The problem: Find all lines in the listing that include the word "exch", then copy them.

Records for this task:
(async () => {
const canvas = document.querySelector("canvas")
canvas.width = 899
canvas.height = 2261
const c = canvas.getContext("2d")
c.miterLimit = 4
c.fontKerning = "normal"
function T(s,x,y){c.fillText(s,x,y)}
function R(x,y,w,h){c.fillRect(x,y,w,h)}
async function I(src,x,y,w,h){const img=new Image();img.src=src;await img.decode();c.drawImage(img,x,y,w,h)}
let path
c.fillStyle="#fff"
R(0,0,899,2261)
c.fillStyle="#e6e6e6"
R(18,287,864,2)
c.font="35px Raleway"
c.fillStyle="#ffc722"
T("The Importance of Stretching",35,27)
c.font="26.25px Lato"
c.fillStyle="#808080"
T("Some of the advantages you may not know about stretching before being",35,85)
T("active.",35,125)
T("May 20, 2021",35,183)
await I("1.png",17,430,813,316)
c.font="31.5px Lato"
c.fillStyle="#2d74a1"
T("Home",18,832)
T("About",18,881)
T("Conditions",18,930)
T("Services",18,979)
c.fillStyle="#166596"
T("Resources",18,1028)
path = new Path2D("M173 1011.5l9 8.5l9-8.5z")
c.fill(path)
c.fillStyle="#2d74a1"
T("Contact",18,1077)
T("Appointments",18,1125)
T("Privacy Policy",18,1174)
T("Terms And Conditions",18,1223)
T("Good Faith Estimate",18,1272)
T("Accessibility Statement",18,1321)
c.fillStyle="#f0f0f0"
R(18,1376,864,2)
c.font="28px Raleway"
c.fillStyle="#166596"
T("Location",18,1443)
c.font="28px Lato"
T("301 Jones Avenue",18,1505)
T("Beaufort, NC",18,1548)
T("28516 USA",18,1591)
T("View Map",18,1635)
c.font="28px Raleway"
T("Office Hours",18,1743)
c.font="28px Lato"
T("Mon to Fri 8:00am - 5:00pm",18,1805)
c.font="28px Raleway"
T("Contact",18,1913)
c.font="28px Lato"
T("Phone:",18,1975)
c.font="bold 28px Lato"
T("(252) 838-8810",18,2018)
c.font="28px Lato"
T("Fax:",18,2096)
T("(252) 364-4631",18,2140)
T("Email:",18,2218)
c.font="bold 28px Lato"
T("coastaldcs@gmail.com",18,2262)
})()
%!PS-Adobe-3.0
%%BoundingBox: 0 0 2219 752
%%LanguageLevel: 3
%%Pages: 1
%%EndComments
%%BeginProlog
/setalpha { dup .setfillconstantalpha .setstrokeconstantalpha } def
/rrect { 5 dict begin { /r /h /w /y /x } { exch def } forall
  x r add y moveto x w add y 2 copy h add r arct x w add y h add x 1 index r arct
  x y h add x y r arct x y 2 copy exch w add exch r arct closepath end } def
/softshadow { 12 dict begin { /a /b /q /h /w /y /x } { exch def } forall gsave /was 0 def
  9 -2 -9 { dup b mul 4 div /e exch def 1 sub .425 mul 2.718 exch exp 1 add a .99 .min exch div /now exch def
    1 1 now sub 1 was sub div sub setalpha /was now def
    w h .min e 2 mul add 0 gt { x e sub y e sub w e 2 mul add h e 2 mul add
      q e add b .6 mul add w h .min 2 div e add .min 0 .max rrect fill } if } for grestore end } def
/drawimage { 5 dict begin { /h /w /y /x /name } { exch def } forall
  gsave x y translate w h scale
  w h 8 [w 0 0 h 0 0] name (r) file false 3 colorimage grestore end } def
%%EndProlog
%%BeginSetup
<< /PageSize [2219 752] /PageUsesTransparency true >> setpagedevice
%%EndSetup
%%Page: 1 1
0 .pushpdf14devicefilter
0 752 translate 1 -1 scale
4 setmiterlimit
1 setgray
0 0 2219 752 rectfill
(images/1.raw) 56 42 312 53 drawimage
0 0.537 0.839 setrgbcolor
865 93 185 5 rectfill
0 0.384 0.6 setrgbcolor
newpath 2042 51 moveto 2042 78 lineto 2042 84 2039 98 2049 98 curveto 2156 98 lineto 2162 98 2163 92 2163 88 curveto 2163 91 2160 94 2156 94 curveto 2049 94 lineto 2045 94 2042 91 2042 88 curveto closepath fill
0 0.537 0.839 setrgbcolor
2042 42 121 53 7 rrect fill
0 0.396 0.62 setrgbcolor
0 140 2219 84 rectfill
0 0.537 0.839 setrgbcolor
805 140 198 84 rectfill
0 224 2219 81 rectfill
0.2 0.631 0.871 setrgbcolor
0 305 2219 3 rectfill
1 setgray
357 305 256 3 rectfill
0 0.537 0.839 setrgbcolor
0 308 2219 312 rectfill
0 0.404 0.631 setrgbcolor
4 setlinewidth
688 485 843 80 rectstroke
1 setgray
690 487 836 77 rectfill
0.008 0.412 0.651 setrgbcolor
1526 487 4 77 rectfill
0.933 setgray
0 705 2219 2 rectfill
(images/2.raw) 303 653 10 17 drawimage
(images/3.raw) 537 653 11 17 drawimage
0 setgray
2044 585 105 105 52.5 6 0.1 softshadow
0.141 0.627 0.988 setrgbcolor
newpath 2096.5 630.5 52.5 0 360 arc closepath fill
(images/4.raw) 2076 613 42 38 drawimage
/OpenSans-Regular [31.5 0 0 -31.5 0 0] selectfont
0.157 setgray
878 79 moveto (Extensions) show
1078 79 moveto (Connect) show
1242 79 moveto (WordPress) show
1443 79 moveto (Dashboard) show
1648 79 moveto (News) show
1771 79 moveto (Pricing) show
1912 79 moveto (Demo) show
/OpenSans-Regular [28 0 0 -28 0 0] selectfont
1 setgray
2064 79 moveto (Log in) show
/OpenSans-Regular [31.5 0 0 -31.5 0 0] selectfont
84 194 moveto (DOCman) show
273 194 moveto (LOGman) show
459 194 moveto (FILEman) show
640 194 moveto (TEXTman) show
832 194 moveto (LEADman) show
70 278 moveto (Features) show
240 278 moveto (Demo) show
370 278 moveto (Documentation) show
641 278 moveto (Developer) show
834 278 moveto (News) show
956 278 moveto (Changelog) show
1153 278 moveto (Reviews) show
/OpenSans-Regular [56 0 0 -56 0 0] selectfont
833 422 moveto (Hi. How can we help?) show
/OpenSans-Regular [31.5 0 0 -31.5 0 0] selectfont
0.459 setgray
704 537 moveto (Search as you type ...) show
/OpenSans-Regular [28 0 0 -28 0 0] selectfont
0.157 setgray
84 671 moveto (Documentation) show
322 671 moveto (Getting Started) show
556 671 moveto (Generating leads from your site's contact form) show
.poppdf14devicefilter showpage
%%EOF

Answer section:
/rrect { 5 dict begin { /r /h /w /y /x } { exch def } forall
  x y h add x y r arct x y 2 copy exch w add exch r arct closepath end } def
/softshadow { 12 dict begin { /a /b /q /h /w /y /x } { exch def } forall gsave /was 0 def
  9 -2 -9 { dup b mul 4 div /e exch def 1 sub .425 mul 2.718 exch exp 1 add a .99 .min exch div /now exch def
/drawimage { 5 dict begin { /h /w /y /x /name } { exch def } forall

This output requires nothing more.